*Source data*.
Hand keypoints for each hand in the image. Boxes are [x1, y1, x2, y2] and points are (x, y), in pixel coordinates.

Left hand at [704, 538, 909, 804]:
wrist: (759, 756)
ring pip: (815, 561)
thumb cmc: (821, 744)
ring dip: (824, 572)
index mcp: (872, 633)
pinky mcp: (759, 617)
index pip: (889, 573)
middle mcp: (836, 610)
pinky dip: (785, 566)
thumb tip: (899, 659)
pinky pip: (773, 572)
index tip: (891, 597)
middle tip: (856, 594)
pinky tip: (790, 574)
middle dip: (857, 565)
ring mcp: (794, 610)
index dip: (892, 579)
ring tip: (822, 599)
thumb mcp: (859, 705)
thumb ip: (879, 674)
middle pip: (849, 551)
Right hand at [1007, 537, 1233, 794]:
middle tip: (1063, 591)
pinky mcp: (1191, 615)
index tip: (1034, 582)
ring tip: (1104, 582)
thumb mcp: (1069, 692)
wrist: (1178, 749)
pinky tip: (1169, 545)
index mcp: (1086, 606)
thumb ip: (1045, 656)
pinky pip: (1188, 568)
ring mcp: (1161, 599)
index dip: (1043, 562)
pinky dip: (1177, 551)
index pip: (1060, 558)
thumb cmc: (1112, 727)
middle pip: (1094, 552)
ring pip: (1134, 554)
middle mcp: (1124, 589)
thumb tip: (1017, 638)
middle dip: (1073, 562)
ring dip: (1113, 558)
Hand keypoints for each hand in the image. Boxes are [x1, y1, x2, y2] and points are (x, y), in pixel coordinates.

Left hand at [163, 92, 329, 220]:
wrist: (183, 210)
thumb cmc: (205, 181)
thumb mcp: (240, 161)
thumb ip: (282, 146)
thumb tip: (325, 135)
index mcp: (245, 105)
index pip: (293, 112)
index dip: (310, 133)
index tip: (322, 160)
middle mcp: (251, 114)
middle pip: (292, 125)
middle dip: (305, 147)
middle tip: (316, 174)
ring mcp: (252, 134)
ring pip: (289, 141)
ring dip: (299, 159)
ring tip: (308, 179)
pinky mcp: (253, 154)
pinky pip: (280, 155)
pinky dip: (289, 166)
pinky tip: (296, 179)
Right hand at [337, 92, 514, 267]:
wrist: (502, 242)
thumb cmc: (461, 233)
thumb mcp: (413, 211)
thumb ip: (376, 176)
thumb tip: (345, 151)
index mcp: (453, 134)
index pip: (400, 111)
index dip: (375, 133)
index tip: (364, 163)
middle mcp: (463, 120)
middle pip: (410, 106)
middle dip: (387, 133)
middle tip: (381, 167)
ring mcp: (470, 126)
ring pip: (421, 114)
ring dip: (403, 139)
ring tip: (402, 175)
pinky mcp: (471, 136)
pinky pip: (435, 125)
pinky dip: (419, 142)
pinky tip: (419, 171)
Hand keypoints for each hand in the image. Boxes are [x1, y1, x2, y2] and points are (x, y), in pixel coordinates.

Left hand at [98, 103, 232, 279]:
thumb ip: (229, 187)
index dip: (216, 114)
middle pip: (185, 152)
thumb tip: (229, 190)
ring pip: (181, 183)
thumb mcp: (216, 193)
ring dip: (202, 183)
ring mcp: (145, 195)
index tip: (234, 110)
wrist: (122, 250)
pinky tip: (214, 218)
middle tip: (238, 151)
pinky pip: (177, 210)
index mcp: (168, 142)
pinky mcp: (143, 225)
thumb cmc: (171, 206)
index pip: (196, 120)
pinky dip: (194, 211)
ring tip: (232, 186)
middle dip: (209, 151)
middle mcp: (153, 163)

*Task description*.
Copy out the material exactly, omitting nothing.

*Answer to the problem*.
Hand keypoints for each hand in the image. Boxes are [x1, y1, x2, y2] and points are (x, y), in pixel coordinates.

Left hand at [704, 538, 909, 804]:
wrist: (759, 756)
ring pip: (815, 561)
thumb cmc: (821, 744)
ring dip: (824, 572)
index mcp: (872, 633)
pinky mcp: (759, 617)
index pip: (889, 573)
middle mcp: (836, 610)
pinky dip: (785, 566)
thumb tip: (899, 659)
pinky pip: (773, 572)
index tip: (891, 597)
middle tip: (856, 594)
pinky tip: (790, 574)
middle dip: (857, 565)
ring mcp: (794, 610)
index dip: (892, 579)
ring tip: (822, 599)
thumb mcp: (859, 705)
thumb ip: (879, 674)
middle pip: (849, 551)
Right hand at [1007, 537, 1233, 794]:
middle tip: (1063, 591)
pinky mcp: (1191, 615)
index tip: (1034, 582)
ring tip: (1104, 582)
thumb mcp: (1069, 692)
wrist: (1178, 749)
pinky tip: (1169, 545)
index mcp: (1086, 606)
thumb ip: (1045, 656)
pinky pip: (1188, 568)
ring mcp: (1161, 599)
index dip: (1043, 562)
pinky dip: (1177, 551)
index pip: (1060, 558)
thumb cmc: (1112, 727)
middle pip: (1094, 552)
ring pip: (1134, 554)
middle mcp: (1124, 589)
thumb tip: (1017, 638)
middle dip: (1073, 562)
ring dip: (1113, 558)
Hand keypoints for each hand in the image. Boxes are [x1, y1, x2, y2] and points are (x, y), in pixel coordinates.

Left hand at [163, 92, 329, 220]:
wrist: (183, 210)
thumb cmc: (205, 181)
thumb mcp: (240, 161)
thumb ip: (282, 146)
thumb tip: (325, 135)
index mcp: (245, 105)
index pip: (293, 112)
index dip: (310, 133)
index tip: (322, 160)
middle mcp: (251, 114)
middle pip: (292, 125)
middle dip: (305, 147)
middle tip: (316, 174)
ring mcp: (252, 134)
ring pip: (289, 141)
ring dip: (299, 159)
ring tip: (308, 179)
pinky mcp: (253, 154)
pinky pip: (280, 155)
pinky dip: (289, 166)
pinky tip: (296, 179)
Right hand at [337, 92, 514, 267]:
wrist: (502, 242)
thumb cmc: (461, 233)
thumb mcp: (413, 211)
thumb ip: (376, 176)
thumb tip: (345, 151)
index mcp: (453, 134)
index pip: (400, 111)
index dip: (375, 133)
index tip: (364, 163)
middle mcp: (463, 120)
middle pip: (410, 106)
middle dip: (387, 133)
middle tip: (381, 167)
ring mcp: (470, 126)
ring pip: (421, 114)
ring dip: (403, 139)
ring tip: (402, 175)
pinky mcp: (471, 136)
pinky pip: (435, 125)
pinky dip: (419, 142)
pinky tip: (419, 171)
Hand keypoints for each hand in the image. Boxes are [x1, y1, x2, y2] and points are (x, y), in pixel coordinates.

Left hand at [98, 103, 232, 279]:
thumb ip: (229, 187)
index dip: (216, 114)
middle pip: (185, 152)
thumb tip: (229, 190)
ring pip: (181, 183)
thumb mcp: (216, 193)
ring dip: (202, 183)
ring mcp: (145, 195)
index tip: (234, 110)
wrist: (122, 250)
pinky tip: (214, 218)
middle tip: (238, 151)
pinky pip: (177, 210)
index mcp: (168, 142)
pinky mcp: (143, 225)
thumb cmc: (171, 206)
index pip: (196, 120)
pinky dip: (194, 211)
ring tip: (232, 186)
middle dip: (209, 151)
middle mcp: (153, 163)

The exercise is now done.